I guess you were skimming the pages again. Pretty typical I see.
Yet, you completely dismiss the stories from the Washington Post, CNN, and a pilot who was there. I would say those are "mainstream" news sources, as well as a first handed experience would weigh heavily in my favor.
But you don't seem to think so. You seem to think that it's ok to just summarily dismiss them. I used those as a simple example. If you'd like, I can get you MUCH more sources.
So, you're ok with being shot at as long as they didn't "shoot down a plane"? Is it ok if I come to your house and start shooting at you, screaming about how I'm going to kill you, but you won't do anything about it because I'm not actually hitting you with the bullets? That's pretty much what you're saying here.
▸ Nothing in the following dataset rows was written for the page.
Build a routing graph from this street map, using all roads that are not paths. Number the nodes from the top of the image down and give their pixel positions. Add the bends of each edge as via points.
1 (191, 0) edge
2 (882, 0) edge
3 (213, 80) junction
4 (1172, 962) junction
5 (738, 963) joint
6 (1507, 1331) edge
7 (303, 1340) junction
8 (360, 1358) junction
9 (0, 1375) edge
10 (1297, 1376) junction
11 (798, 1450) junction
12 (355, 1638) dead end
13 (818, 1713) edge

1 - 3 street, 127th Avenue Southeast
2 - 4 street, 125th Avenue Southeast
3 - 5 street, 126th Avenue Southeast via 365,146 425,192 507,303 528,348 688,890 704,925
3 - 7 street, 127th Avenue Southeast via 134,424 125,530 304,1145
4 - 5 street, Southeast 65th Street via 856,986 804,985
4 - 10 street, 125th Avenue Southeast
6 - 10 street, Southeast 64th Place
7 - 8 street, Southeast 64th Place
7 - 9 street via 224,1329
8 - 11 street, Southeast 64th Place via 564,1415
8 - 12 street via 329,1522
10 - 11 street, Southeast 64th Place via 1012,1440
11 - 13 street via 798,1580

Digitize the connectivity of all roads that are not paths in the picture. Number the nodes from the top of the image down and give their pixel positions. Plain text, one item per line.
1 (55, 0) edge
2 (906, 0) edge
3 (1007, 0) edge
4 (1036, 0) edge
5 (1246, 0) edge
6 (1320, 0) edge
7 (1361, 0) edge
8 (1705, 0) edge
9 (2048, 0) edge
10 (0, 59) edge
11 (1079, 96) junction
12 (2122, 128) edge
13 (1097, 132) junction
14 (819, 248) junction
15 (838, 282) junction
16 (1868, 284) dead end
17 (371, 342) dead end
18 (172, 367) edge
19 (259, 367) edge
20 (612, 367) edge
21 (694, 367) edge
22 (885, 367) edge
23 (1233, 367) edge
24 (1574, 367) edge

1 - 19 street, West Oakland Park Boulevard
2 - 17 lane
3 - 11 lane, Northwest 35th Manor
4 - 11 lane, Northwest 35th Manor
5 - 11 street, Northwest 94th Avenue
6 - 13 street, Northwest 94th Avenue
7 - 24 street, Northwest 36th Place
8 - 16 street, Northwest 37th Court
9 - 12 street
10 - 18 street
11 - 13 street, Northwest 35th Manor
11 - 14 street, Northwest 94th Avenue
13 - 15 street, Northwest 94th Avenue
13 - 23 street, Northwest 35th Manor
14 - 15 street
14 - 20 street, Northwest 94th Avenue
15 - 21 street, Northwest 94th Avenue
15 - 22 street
I copied and pasted a large section of the articles that I cited. Yes, a lot of leaflets were dropped in that timeframe and they were mentioned in the parts I showed. They have nothing to do with the argument that you and I are having, I merely wanted the articles to be shown as a whole, and not taken out of context.
As for your third point, That's really the point of it all isn't it? If you're getting shot at ALL THE TIME, you escalate things into war. You don't go in full force when nothing has happened up until that point. It'd be like us invading Canada before a single Canadian had fired a shot at us.
I notice that you like to use the phrase "going down like a Girl Scout troop" a lot. Is there something that you'd like to confess here? I won't judge, I promise. :)
I wouldn't say I'm a gun-nut per se, however, I do enjoy the rights that I enjoy under the Constitution.
And how I knew you were going to confuse semi-automatic with fully automatic. Call it a gift. A semi-automatic weapon will fire only one round per time you pull the trigger. A fully automatic weapon will fire off bursts of rounds while the trigger is being held down.
A VERY large difference.
Nope, wasn't at Waco, Ruby Ridge, or any other of those places.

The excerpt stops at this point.